In his journal, he wrote:
I have often, at Paris, and here on this voyage where I have had moments to think, the terrible doubt as to whether the actual work of the Conference thus far is in any degree fulfilling the promise of Wilson’s words. Wilson has phrased the hope of the world—the people come to power; he has spoken the great true word, but has he the genius to work it out? Has he the power? Above all, is the time ripe?
How make peace when there is so little to make it of—so little of human understanding, human sympathy, above all so little willingness to sacrifice immediate advantage for the future well-being of civilization? How make any real peace in such an atmosphere of suspicion, fear, greed, hatred, as that which now pervades Paris?
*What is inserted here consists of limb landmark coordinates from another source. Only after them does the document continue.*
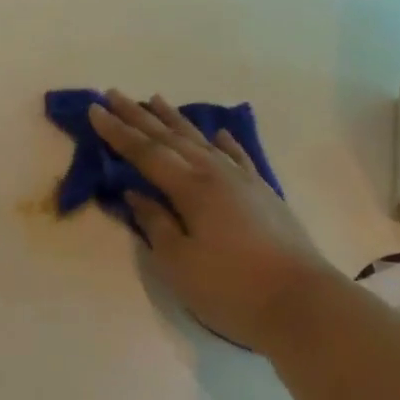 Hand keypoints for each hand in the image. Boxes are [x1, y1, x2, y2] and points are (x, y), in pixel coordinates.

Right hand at [89, 91, 341, 353]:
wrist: (304, 305)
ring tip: (156, 99)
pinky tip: (219, 133)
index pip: (144, 152)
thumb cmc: (231, 288)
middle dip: (138, 116)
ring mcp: (244, 182)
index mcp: (190, 188)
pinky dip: (225, 142)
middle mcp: (215, 174)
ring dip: (175, 120)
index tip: (94, 110)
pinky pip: (238, 157)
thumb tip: (136, 195)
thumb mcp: (178, 262)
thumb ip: (155, 223)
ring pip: (202, 141)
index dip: (117, 132)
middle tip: (113, 94)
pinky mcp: (264, 195)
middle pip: (170, 138) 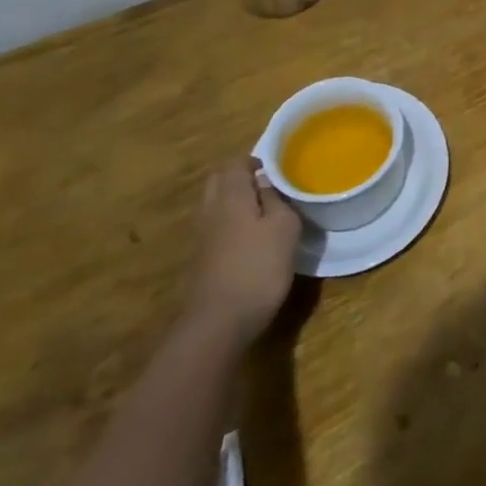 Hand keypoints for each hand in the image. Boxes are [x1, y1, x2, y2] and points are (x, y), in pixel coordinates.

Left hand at [184, 160, 300, 343]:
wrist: (217, 324)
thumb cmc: (258, 268)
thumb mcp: (284, 228)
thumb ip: (276, 199)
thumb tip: (266, 180)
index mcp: (231, 196)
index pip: (235, 163)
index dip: (254, 160)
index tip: (275, 168)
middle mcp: (211, 210)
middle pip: (219, 181)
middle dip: (239, 177)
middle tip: (266, 185)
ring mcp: (202, 237)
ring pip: (214, 205)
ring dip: (233, 201)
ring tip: (261, 211)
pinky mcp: (201, 261)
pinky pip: (214, 228)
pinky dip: (229, 224)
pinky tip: (248, 239) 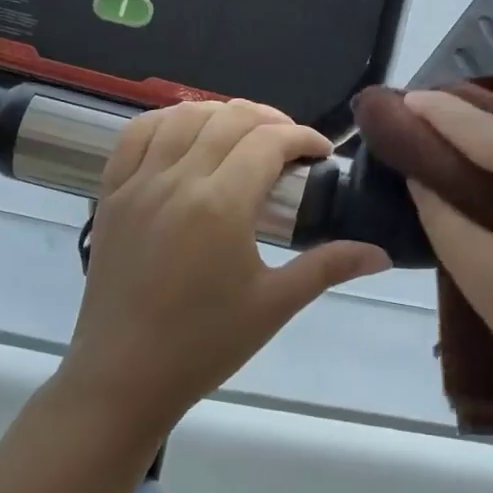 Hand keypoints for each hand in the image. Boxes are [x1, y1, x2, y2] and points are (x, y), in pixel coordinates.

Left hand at [58, 99, 390, 439]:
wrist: (122, 378)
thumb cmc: (204, 345)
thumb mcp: (274, 304)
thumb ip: (329, 267)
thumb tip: (381, 254)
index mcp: (221, 204)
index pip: (269, 141)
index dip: (304, 137)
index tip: (322, 154)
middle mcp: (177, 179)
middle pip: (230, 118)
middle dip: (270, 121)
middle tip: (292, 147)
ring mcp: (137, 183)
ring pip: (183, 116)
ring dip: (222, 115)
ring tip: (244, 136)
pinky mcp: (110, 194)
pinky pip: (136, 135)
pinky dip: (168, 121)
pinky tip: (187, 134) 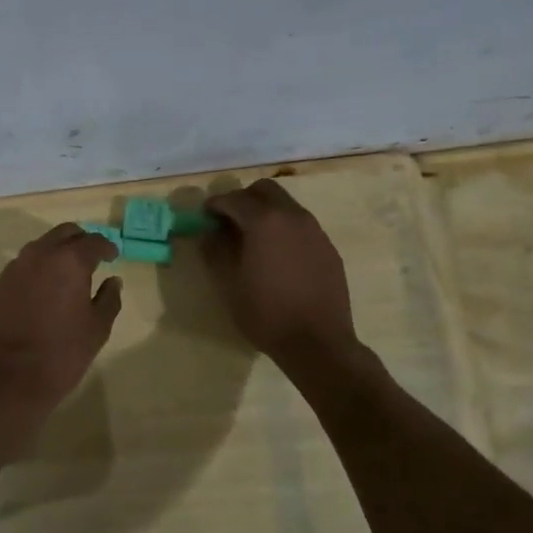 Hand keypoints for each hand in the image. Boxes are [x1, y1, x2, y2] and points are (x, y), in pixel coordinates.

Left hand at [0, 223, 122, 413]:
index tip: (113, 256)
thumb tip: (113, 281)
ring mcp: (15, 268)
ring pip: (40, 246)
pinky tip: (43, 288)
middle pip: (64, 233)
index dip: (106, 247)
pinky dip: (37, 268)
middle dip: (80, 240)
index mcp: (69, 261)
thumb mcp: (97, 329)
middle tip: (92, 256)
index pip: (93, 242)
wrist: (9, 377)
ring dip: (56, 251)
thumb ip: (109, 299)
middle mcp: (40, 255)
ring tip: (67, 272)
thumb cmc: (62, 353)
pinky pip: (23, 265)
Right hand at [203, 178, 356, 359]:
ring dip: (266, 213)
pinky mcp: (328, 248)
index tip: (204, 217)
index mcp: (265, 221)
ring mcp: (315, 231)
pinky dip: (284, 230)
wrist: (317, 342)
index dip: (214, 205)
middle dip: (243, 199)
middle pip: (264, 190)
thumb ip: (215, 250)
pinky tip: (278, 257)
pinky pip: (301, 226)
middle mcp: (293, 216)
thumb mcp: (228, 283)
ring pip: (286, 206)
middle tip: (229, 222)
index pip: (233, 198)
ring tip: (253, 240)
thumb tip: (210, 232)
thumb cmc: (265, 312) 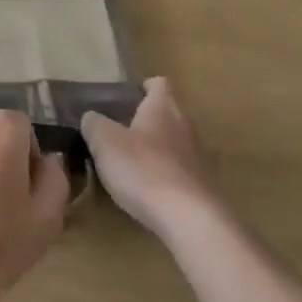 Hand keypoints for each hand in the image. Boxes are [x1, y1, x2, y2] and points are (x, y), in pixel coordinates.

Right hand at [81, 78, 218, 238]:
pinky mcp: (209, 185)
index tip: (127, 98)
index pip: (159, 83)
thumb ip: (95, 124)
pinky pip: (187, 171)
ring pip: (180, 142)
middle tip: (124, 133)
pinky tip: (155, 191)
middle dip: (150, 120)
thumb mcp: (104, 142)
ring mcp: (203, 156)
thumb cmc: (143, 169)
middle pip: (170, 112)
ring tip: (137, 164)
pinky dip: (172, 175)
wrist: (190, 218)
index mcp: (164, 106)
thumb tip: (92, 117)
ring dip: (162, 148)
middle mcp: (188, 124)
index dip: (143, 87)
March 13 was the last night of a trip that had clearly invigorated everyone on board, as fresh air and light talk supplanted the stale and heavy struggles on both sides of the Atlantic. After a calm, leisurely dinner, just as the passengers were returning to their cabins, the crew gathered and sang “God Be with You Till We Meet Again.” Then everyone, including Wilson, sang “Auld Lang Syne.” “I wondered among what other people in the world there could develop just such relationships and such a spirit!” Baker wrote that night.
Wilson’s ship docked at Brest at 8:30 A.M. It was met by local celebrities, who cheered and greeted the president and his party, all of whom were rushed off to a special train bound for Paris. The news from Paris was shocking, all the more so after the calm cruise across the Atlantic—a veritable tempest of bad news. During the president’s absence, from February 14 to March 14, his opponents had gained considerable ground. Flinging rumors like thunderbolts, some newspapers were reporting that the League was dead and that a peace with Germany would be made very soon—one that would contain no reference to a League of Nations.
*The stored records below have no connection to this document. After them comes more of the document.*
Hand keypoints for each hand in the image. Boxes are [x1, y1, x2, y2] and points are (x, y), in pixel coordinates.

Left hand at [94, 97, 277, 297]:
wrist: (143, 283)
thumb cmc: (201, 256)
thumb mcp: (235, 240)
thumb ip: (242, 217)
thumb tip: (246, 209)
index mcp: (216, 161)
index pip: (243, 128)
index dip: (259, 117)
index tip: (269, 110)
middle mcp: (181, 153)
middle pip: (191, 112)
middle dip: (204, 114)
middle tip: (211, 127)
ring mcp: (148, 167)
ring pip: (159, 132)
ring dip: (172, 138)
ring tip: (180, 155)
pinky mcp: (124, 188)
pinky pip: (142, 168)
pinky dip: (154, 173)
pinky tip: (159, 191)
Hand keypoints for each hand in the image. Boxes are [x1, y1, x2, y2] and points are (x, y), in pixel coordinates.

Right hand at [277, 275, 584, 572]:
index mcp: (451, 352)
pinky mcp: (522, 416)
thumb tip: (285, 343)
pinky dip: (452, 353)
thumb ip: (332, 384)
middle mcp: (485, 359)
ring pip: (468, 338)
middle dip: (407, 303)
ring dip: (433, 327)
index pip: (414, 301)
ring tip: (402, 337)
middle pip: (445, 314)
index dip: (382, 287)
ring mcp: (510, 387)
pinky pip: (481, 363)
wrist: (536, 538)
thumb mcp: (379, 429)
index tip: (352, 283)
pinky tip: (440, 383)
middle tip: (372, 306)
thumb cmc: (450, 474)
On his secret American telephone circuit, Wilson immediately called Baker. The reports must be denied, he told him, and Baker must publicly reconfirm that the League will be “an integral part of the general treaty of peace.” Baker knew that the reassertion of the president’s unalterable stand could create a standoff of such magnitude that the entire conference might fall apart. But he also knew it was necessary. It was one of Wilson’s boldest moves. Instead of succumbing to the rumors and the news, Wilson firmly reasserted his stand, reannounced the previous action of the conference that had declared the League to be part of the treaty, and proceeded as if nothing adverse had happened at all. While the controversies raged in the columns of French newspapers, the delegates resumed work toward the various settlements that would comprise the treaty. Two days later, the committees were conferring and the heads of state were meeting. Even the newspapers were toning down the storm of sensational coverage. But, as Baker wrote in his journal early one March morning, “It was clear there was still lightning in the clouds.”